### Given records
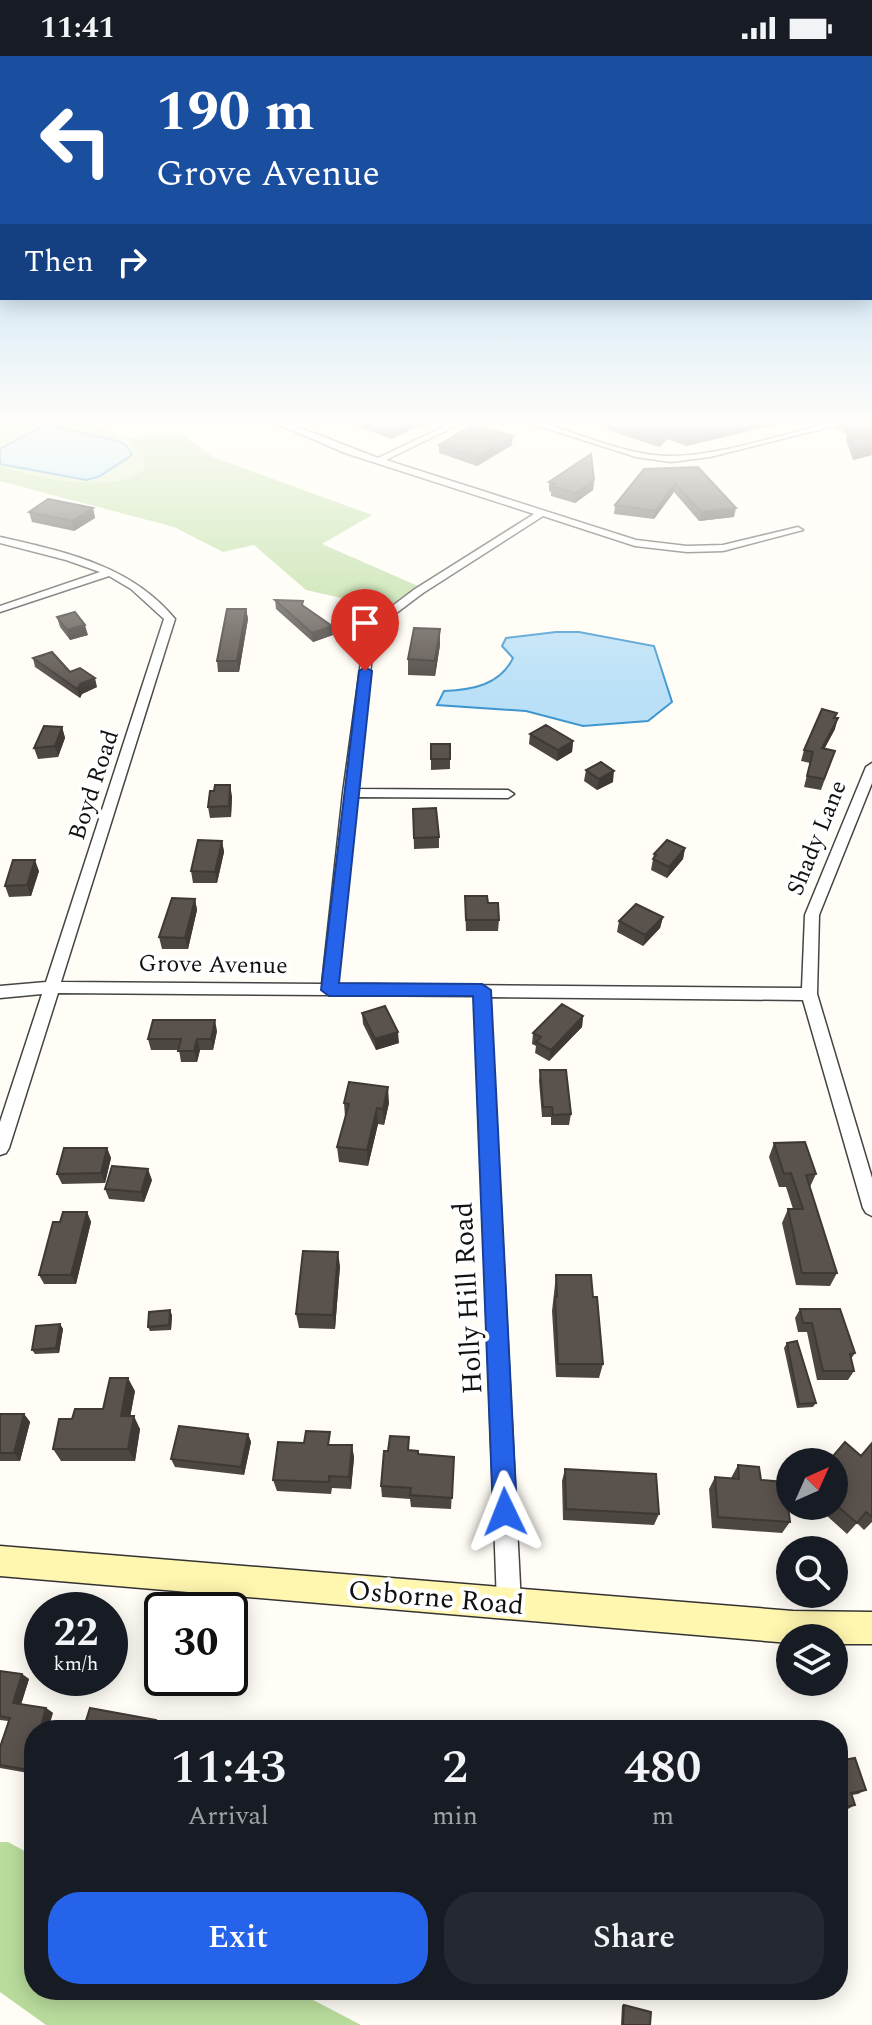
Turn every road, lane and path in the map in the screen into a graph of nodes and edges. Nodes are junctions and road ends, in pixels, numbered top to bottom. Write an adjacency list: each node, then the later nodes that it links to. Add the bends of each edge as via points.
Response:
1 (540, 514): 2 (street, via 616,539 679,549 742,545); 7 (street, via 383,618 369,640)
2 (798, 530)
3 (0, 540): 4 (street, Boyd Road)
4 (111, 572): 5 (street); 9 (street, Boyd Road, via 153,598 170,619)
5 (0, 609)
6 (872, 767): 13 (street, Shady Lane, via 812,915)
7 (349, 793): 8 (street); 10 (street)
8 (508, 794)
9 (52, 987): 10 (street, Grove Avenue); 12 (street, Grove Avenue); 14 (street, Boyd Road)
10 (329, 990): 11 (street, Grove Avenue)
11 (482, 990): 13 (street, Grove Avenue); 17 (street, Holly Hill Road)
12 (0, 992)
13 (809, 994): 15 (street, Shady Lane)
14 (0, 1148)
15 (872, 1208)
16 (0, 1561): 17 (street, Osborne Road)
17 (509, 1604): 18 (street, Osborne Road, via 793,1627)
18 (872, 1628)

### Exercise aim
Return the records word for word, leaving every picture out of the copy.

### Output below
Turn every road, lane and path in the map in the screen into a graph of nodes and edges. Nodes are junctions and road ends, in pixels, numbered top to bottom. Write an adjacency list: each node, then the later nodes that it links to. Add the bends of each edge as via points.
Response:
1 (540, 514): 2 (street, via 616,539 679,549 742,545); 7 (street, via 383,618 369,640)
2 (798, 530)
3 (0, 540): 4 (street, Boyd Road)
4 (111, 572): 5 (street); 9 (street, Boyd Road, via 153,598 170,619)
5 (0, 609)
6 (872, 767): 13 (street, Shady Lane, via 812,915)
7 (349, 793): 8 (street); 10 (street)
8 (508, 794)
9 (52, 987): 10 (street, Grove Avenue); 12 (street, Grove Avenue); 14 (street, Boyd Road)
10 (329, 990): 11 (street, Grove Avenue)
11 (482, 990): 13 (street, Grove Avenue); 17 (street, Holly Hill Road)
12 (0, 992)
13 (809, 994): 15 (street, Shady Lane)
14 (0, 1148)
15 (872, 1208)
16 (0, 1561): 17 (street, Osborne Road)
17 (509, 1604): 18 (street, Osborne Road, via 793,1627)
18 (872, 1628)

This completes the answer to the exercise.